Definitely not the way I want to go, either. Actually, there are many ways I don’t want to go–I’ll just add this one to the list. Dying in my sleep at the age of 120 after 119 1/2 years of wild and crazy antics and good health still sounds good.

Dammit! I was guessing on spelling, and since I got some hits when I Googled it (misspelled) thought I might have had it. But it also explains why what I found and defined it as here wasn’t accurate, either (although the actual quote said “an unusual lack of color, as in with a bruise”–I don’t think of bruising as a lack of color, but your more precise definition makes more sense of what they were trying to say).

From the Wiki article on livor mortis, or postmortem lividity:

Makes me really wonder if I heard what I thought I heard–maybe it was that her body was cold, but there wasn’t lividity? Seems like she’d have to have been in there a LONG freakin’ time for it to have set in, even partially. Then again, maybe no one noticed throughout the hours of the day as everyone who had tried to use that bathroom did as I did and used the bathrooms in the various medical offices, rather than this one that is open to the whole floor.
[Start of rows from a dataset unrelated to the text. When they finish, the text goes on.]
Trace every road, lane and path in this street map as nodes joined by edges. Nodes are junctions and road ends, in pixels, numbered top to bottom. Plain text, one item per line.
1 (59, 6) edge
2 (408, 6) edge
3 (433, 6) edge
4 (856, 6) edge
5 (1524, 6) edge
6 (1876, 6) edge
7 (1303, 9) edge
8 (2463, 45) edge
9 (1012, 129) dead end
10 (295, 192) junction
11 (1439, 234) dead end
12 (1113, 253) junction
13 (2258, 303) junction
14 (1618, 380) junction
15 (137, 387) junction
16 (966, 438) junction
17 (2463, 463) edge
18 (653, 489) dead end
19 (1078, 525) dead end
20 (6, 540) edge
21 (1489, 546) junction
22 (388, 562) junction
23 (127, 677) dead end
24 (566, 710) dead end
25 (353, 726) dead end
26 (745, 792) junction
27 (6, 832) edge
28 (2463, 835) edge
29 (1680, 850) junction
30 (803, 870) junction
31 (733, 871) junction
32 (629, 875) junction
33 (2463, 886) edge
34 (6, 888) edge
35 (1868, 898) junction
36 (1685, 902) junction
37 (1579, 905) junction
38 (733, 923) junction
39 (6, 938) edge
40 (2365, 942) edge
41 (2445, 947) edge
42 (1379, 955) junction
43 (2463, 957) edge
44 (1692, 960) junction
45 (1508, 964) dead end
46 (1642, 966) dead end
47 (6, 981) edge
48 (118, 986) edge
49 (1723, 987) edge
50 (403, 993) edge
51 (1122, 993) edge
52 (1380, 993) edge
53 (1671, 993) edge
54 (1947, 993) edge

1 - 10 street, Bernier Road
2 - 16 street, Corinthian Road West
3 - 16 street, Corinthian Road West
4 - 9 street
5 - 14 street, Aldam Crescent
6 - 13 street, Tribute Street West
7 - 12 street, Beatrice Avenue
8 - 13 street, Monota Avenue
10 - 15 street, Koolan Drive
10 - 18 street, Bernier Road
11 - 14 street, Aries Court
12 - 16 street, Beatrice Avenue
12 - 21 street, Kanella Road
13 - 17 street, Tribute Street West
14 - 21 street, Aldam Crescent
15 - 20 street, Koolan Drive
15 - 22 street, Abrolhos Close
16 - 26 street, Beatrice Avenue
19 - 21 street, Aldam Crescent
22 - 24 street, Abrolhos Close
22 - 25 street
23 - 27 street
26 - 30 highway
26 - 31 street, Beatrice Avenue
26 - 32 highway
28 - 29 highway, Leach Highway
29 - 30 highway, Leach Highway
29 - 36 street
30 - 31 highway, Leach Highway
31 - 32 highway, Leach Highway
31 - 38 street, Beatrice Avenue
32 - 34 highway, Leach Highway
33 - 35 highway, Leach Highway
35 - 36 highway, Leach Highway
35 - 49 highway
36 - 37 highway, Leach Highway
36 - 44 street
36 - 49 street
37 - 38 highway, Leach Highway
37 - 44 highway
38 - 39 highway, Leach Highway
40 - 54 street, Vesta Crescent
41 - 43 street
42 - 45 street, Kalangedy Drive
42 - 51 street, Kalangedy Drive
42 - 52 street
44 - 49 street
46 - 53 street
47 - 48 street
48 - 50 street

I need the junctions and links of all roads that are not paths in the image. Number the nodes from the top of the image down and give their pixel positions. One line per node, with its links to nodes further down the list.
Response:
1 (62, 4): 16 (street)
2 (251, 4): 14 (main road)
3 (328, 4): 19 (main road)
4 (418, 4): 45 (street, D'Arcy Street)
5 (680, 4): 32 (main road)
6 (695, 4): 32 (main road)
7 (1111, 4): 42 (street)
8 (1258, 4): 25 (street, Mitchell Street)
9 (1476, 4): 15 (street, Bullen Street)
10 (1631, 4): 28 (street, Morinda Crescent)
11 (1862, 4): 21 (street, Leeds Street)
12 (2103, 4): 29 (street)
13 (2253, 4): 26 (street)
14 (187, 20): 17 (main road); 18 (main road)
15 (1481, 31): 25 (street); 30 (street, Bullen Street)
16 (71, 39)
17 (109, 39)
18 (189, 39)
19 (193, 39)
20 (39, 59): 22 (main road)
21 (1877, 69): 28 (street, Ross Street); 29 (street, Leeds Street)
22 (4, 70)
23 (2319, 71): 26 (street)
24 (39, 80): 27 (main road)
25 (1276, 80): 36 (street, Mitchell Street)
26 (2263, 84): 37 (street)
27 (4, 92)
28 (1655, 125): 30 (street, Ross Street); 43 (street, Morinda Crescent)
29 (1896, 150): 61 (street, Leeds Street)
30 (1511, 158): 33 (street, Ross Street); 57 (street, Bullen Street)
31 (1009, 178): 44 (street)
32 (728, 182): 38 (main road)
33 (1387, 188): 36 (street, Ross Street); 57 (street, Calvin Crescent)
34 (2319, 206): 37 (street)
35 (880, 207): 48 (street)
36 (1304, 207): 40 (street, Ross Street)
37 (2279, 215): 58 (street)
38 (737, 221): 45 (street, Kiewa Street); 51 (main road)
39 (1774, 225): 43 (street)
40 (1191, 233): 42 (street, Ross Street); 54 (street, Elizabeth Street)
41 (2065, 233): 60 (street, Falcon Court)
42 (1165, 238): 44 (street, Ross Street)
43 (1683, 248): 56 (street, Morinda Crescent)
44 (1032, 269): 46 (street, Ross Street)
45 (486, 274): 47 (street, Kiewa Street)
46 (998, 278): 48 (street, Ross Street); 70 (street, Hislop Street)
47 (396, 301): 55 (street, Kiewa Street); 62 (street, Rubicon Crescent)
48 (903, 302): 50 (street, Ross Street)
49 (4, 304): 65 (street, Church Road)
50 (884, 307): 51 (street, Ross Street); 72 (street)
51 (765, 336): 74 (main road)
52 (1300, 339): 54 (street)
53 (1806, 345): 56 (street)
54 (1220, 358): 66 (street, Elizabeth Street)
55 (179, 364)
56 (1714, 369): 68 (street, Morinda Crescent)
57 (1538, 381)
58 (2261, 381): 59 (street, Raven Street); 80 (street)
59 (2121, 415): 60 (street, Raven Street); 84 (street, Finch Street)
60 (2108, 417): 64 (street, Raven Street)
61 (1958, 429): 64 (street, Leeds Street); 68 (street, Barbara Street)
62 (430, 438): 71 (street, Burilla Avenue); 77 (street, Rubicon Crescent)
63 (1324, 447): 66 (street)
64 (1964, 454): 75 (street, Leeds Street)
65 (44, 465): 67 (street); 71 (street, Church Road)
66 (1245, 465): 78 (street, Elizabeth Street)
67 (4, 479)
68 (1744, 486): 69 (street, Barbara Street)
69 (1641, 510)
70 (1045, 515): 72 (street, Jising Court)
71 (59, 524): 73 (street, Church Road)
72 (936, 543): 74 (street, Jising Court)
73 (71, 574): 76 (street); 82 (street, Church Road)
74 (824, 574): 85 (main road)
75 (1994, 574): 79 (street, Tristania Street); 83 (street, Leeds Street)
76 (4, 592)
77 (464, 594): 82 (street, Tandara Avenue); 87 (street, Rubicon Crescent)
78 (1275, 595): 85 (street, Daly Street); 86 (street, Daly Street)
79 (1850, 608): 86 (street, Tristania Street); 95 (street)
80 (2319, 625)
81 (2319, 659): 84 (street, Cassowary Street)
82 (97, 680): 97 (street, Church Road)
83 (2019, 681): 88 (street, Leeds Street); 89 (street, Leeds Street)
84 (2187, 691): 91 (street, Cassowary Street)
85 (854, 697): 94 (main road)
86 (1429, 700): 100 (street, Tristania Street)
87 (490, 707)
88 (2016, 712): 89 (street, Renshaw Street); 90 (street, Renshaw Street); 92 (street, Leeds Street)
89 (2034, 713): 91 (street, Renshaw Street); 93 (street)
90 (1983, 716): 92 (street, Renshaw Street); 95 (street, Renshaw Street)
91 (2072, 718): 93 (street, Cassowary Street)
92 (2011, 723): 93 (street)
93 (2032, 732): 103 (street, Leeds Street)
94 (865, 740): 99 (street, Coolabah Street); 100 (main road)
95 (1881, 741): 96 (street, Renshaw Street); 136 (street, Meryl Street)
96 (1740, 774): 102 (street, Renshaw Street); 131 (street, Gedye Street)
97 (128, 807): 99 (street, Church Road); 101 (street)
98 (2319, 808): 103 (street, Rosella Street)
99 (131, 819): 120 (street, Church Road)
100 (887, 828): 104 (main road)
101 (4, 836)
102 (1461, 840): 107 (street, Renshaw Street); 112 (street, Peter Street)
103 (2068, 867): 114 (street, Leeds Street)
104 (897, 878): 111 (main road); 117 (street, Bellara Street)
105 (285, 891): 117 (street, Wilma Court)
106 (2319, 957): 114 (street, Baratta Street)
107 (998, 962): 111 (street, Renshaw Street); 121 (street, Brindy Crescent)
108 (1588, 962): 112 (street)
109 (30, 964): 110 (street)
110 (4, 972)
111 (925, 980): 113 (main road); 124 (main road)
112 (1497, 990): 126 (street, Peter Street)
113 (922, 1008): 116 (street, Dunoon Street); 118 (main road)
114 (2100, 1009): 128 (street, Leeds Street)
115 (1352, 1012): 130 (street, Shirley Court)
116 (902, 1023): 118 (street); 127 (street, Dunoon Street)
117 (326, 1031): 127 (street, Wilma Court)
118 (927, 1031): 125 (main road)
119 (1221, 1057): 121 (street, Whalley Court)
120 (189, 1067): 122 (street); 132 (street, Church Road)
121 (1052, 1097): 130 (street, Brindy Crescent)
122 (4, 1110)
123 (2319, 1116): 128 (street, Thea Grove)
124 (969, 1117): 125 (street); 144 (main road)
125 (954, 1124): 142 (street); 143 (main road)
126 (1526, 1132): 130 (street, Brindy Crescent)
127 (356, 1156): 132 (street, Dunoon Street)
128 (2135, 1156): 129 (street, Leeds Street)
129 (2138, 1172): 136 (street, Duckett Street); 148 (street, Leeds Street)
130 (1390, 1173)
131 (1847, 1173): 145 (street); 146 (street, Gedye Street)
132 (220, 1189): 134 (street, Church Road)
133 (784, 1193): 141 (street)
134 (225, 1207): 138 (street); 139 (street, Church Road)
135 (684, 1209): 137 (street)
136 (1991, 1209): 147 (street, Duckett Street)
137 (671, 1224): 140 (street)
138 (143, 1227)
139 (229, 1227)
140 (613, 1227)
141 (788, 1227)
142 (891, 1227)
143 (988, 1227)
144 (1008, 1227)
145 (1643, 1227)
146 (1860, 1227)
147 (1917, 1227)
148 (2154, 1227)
Blood begins to settle shortly after death, so the color begins to show within the 20 minutes quoted. The fact that she was cold is more telling. It takes a while for body temp to cool off that much.

Very sad. Poor lady.

“Vera! We’ve got another stiff in the john.”

:slight_smile: I wondered if anyone would quote that. Good movie.
Sorry about the woman. :frowning:

Vagus Nerve.

The process is called a Valsalva manuver

http://breathing.com/articles/valsalvas-maneuver.htm

It explains it pretty simply here.

Unless the parametics meant “levity”. Which might not be out of the question, given the circumstances. :smiley:

Great…now I have to take a crap. Well, if you don’t hear back from me…

Okay, yah got me…what movie is the “Vera” line from?

9 to 5

Huh! Funny I didn’t remember that line–I love that movie. I’m trying to remember when and how that line was said; did the alcoholic secretary say it? Seem to think it had to do with her finding a bound and gagged Dabney Coleman. Interesting bit of trivia from the IMDB about it: the 747 plane showed in the scene where what’s-her-name takes off to learn French is the same one later involved in the horrific TWA flight 800 crash.

Good times, everybody! Dead body in a bathroom, playful quote from a great movie results in a quip about a jet that exploded mid-flight. Lovely.

So, to perk things up a bit: FTR, RuffLlama’s appointment went otherwise well. He’s is 90th percentile in height and 93rd in weight (he’s a TALL kid!), showed off all developmental milestones (and had long surpassed them), and fussed when he got the shot but stopped when he was given a train sticker. Trains fix everything. Well, almost everything.

Isn’t that what happened to Elvis?

I think I need to install a train in my bathroom. I wonder if it will cost $41,000.

Nah, it’s after the girls return the body to the hospital that they thought was Dabney Coleman’s but wasn’t. The cleaning lady comes in, looks at the body in the wheelchair covered in the sheet, turns around and shouts, “Vera, we’ve got another stiff in the john!”

I still remember my first dead body episode. I was about 4 and a elderly lady leaning over some frozen food dropped to the floor dead. She was less than 10 feet away when it happened. Ma moved us on and did the shopping, while the ambulance came and hauled her away. She left through the doors at the same time we were in line to check out.